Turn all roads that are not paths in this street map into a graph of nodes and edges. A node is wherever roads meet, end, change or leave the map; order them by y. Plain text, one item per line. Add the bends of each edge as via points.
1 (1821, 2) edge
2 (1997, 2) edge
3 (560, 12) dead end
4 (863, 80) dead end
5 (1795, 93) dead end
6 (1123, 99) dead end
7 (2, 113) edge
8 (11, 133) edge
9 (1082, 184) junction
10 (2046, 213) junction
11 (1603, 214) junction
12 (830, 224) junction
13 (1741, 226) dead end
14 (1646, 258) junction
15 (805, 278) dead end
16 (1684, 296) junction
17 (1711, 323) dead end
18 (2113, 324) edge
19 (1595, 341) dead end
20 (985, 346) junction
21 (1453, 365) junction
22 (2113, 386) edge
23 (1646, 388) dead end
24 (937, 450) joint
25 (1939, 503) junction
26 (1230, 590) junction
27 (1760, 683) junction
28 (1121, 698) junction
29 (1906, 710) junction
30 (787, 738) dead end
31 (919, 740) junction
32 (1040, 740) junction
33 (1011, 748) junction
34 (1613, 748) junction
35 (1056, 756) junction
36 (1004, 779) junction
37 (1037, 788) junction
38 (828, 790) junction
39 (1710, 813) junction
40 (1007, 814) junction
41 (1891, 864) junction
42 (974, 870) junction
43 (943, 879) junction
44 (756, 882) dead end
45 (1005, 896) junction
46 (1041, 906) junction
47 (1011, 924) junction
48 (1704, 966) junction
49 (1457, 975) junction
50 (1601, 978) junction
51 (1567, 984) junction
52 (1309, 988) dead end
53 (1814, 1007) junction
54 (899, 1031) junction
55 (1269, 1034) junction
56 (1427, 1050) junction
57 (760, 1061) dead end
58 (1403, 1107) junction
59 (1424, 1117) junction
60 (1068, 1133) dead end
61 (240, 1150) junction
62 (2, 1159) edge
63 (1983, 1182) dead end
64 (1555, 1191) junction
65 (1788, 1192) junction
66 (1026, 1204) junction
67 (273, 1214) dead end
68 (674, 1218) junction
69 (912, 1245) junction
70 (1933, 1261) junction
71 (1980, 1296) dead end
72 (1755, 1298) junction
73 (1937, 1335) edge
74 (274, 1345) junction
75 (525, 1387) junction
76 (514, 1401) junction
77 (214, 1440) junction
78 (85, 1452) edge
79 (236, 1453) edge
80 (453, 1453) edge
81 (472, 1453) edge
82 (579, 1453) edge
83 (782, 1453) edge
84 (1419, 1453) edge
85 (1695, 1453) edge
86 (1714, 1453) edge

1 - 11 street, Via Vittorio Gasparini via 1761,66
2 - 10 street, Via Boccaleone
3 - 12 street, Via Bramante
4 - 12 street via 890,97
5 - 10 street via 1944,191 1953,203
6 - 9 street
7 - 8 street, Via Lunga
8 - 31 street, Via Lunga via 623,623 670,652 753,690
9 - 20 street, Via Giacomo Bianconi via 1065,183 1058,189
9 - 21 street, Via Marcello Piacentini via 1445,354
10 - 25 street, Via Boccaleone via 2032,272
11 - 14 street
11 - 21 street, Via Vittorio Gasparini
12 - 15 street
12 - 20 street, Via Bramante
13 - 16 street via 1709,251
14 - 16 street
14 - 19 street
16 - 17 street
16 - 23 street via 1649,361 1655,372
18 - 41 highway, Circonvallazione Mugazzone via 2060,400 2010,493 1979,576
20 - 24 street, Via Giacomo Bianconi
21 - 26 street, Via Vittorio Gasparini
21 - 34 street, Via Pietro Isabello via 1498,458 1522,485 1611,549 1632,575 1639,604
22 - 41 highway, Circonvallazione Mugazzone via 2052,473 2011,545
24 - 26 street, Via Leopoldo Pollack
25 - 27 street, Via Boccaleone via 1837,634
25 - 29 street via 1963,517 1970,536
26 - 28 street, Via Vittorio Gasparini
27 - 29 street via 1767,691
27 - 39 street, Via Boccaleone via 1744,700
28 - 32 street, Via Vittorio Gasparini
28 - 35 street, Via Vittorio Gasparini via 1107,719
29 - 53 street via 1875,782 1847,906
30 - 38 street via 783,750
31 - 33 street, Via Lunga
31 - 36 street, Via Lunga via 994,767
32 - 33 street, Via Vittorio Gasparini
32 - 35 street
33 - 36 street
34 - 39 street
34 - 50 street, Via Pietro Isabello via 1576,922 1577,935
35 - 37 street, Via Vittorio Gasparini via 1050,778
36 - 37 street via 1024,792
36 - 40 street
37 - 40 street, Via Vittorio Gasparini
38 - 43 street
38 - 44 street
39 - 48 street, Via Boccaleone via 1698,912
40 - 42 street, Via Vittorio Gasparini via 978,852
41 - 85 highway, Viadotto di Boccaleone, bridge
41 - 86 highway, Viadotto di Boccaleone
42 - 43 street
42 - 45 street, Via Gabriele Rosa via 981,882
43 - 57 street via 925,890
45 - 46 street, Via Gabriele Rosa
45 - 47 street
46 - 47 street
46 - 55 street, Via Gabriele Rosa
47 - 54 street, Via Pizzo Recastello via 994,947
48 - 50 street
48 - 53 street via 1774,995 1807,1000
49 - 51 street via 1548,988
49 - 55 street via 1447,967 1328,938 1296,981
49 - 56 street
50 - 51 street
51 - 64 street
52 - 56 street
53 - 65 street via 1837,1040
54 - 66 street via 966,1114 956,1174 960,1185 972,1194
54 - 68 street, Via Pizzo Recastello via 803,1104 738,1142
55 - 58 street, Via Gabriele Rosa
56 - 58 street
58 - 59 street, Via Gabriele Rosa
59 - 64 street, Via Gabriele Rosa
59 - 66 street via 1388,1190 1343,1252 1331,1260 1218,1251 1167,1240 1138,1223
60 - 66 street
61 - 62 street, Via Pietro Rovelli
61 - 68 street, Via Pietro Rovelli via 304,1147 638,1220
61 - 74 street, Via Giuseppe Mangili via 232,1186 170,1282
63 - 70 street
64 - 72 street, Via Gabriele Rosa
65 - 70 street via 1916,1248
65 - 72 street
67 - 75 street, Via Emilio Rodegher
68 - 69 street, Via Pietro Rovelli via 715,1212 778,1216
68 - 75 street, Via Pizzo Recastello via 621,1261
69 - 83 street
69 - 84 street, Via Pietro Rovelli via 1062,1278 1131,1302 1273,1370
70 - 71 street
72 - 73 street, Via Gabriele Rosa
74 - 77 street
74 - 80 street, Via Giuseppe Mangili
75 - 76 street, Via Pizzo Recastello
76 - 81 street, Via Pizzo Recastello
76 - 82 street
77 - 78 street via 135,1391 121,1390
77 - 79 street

## Assignment
Every line of the listing that holds "Pietro" should be found and copied.

## Exercise response
21 - 34 street, Via Pietro Isabello via 1498,458 1522,485 1611,549 1632,575 1639,604
34 - 50 street, Via Pietro Isabello via 1576,922 1577,935
61 - 62 street, Via Pietro Rovelli
61 - 68 street, Via Pietro Rovelli via 304,1147 638,1220
68 - 69 street, Via Pietro Rovelli via 715,1212 778,1216
69 - 84 street, Via Pietro Rovelli via 1062,1278 1131,1302 1273,1370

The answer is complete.